We arrived at Gonzaga Park about 9:30am on Saturday morning and the lot was empty which was a good sign.
A small stone gazebo like structure appeared on the right as we entered the parking area…..
and a larger cylindrical structure was a little further in. From older images on the internet it seems that at one time this building was connected to the old Monastery.
After checking out these two structures which were in close proximity to where we parked, we headed out to find the chapel. I knew the approximate location of where it stood in the park after locating it on Google Maps. On the way to the chapel we encountered another stone building that had seen better days.
I peeked my head in to grab an image of the interior, but did not venture inside.
Not too far from that building was a gravel road that led us up to the chapel.
This was one cool looking chapel. I have encountered many ruined structures on my hikes, but this was right at the top of the list. I’m glad that we found our way to it.
After taking numerous shots of this fantastic looking chapel in the woods, we were ready to begin our hike. Walking down the gravel road away from the chapel, I was able to spot some faded blazes on a tree. For this hike we would be following the yellow blazes of the Jessup Trail. The Jessup Trail (8.6 miles, yellow) is the main north-south trail on the mountain and traverses its full length. The Highlands Trail (teal diamond) is co-aligned with the Jessup Trail for its entire length. The Long Path is co-aligned with the Jessup Trail from Gonzaga Park for the entirety of the hike we were doing on this day. We followed the yellow Jessup Trail blazes, as the Long Path and Highlands Trail are marked with their trail logos only at occasional intervals and at junctions.
The trail was mostly a woods road that occasionally turned into a footpath, but reverted back to a woods road. It was somewhat rocky, but not too bad. The most strenuous part of the hike was at the beginning where we gained over 300 feet of elevation in about 3/4 of a mile. After that it was mostly undulating terrain with long stretches of level trail.
It turned out to be a great day for a hike. Mostly cloudy, but no rain made it a much easier trek up to the top. After about a 1/2 mile into our hike we came to 3 scenic view points in succession. A nice reward early on.
After taking in some views we continued on the yellow blazed Jessup Trail and came upon an old park bench on the mountain.
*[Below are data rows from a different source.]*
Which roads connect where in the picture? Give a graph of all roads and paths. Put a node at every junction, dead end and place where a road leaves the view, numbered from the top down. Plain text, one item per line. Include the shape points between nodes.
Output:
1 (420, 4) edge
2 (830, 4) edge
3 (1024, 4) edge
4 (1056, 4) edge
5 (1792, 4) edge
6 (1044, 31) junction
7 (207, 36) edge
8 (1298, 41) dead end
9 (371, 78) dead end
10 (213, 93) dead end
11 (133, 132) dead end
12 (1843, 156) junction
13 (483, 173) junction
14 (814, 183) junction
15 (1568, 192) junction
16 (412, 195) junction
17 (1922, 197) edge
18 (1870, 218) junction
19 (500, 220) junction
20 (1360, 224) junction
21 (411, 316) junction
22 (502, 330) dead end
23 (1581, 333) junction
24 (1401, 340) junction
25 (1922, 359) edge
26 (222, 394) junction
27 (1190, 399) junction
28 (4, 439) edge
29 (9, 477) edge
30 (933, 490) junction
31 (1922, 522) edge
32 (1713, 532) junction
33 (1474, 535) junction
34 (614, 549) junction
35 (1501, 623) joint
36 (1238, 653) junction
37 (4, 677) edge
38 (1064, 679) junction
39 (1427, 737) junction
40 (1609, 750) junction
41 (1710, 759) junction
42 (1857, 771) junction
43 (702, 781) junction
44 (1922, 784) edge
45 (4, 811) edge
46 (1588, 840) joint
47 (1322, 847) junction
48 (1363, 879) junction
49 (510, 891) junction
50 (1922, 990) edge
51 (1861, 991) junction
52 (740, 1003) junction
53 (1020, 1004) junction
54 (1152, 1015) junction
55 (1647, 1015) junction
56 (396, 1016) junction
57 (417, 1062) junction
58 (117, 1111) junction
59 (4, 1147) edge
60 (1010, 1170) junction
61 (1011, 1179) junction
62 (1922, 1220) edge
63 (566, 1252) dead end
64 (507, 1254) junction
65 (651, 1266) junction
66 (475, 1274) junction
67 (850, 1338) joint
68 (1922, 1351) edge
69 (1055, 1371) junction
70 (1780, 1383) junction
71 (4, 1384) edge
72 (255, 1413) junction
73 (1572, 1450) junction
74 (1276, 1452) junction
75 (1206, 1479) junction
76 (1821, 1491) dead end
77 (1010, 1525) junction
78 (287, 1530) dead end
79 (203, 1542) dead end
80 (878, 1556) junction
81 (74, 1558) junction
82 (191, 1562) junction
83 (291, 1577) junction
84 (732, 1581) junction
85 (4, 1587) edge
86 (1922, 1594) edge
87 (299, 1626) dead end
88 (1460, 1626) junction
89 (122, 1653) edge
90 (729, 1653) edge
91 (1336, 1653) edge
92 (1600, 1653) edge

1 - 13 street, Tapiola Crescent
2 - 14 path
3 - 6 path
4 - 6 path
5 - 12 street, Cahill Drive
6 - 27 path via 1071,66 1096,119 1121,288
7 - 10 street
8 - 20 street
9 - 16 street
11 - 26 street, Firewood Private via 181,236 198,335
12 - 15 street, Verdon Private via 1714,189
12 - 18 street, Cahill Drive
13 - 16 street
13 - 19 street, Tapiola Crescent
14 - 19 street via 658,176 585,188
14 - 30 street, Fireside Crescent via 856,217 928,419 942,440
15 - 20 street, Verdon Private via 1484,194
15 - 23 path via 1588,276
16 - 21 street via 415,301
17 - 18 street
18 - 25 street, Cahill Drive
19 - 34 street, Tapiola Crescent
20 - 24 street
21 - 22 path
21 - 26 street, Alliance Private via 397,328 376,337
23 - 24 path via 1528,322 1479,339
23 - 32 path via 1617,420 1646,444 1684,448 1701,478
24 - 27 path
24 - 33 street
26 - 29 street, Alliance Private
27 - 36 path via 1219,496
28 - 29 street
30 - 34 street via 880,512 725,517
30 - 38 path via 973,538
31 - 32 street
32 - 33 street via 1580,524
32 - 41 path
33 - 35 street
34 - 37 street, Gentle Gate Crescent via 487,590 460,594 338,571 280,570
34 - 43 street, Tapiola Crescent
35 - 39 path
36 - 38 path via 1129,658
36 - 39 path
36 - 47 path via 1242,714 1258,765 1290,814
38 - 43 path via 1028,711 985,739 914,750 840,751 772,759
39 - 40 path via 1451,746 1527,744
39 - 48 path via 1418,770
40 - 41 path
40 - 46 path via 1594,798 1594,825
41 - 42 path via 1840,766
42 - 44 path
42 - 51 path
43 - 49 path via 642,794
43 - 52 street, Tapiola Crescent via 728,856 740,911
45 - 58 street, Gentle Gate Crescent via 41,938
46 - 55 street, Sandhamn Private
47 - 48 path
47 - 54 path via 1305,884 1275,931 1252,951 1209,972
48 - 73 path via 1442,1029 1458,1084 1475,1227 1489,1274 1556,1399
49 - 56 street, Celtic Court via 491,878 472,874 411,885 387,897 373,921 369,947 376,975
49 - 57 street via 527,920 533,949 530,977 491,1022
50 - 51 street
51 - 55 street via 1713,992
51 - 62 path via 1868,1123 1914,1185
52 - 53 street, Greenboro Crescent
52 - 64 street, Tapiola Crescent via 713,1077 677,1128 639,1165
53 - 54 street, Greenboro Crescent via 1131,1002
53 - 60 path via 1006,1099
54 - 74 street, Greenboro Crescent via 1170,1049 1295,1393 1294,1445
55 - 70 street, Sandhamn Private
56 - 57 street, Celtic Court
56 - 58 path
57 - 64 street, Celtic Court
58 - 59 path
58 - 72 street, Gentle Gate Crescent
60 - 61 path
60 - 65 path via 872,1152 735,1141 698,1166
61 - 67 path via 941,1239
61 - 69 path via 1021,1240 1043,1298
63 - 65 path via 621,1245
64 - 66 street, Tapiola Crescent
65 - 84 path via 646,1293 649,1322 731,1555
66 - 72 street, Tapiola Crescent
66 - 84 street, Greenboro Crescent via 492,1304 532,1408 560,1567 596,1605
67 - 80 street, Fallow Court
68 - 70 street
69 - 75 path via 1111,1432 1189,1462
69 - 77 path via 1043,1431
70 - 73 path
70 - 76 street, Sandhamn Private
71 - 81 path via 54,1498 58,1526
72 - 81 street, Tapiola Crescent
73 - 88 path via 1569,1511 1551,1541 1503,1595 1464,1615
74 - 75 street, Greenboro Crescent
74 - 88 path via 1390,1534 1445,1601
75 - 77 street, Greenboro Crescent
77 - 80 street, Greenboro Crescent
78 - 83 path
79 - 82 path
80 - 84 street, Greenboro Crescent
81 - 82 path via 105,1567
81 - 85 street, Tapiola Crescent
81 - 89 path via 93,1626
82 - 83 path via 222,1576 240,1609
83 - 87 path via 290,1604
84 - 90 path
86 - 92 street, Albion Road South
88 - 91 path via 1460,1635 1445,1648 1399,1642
I wish it fit in my backpack because it was more comfortable than sitting on rocks.
We came to a clearing with limited views and I captured an image. Upon further inspection, it seems like there are skulls in the clouds.
We came to a steep descent into a ravine which was helped by step like stones. The image below was taken after we climbed down as I looked back.
Then we climbed out of the ravine.
Once out of the ravine, we walked briefly through the woods…..
and came out to a clearing that afforded some really good views.
There were several more viewpoints that faced north with a nice view of the Shawangunks with the Catskills just beyond.
We continued along the trail searching for a southern facing view.
When we came to the southern view we were looking for, this became our turnaround point. Looking south towards Harriman-Bear Mountain State Parks.
At this point we had hiked about 2.5 miles and decided that this would be a good place to turn around. Like I said earlier, the hike back had a different look. It felt like we were treading new ground instead of retracing our steps.
Seeing the trail from a different perspective made it more enjoyable. We paused at all the viewpoints momentarily to gaze at the gorgeous views one last time as we continued our way back down the mountain.
The hike back was relatively easy with only a few ups and downs. It was a gentle descent down for most of the way with many photo ops.
One last look south towards Harriman-Bear Mountain State Parks.
When we neared the end/beginning of The Jessup Trail (Gonzaga Park), we then began following the aqua blazed Long Path which veered left. I knew there was a spring house and a small cemetery along the trail and I wanted to check it out. My hiking partners weren’t too enthused, but I coaxed them along. It was a short walk until I could see the spring house through the trees. Just before the spring house was a rock face with a warning?
We got to the spring house and captured some images of the little stone structure.
I wanted to see the cemetery, but my hiking partners were done and wanted to call it a day. I walked alone over a clearing a short distance away and spotted what I assume was a cemetery.
At this point we were all a little tired and retraced our steps back to The Jessup Trail where we turned left and walked back to the parking lot, where our hike began. I truly enjoyed this hike as it had enough to keep me interested. The stone structures and especially the chapel were extremely compelling, the trail was scenic as were the views. The absolute best thing about this hike is that we didn’t encounter another living soul at any point on the trail. This hike gets a thumbs up from me. Until next time folks, keep on trekking………
this is a beautiful report with fine pictures. i enjoyed it almost as much as being there again.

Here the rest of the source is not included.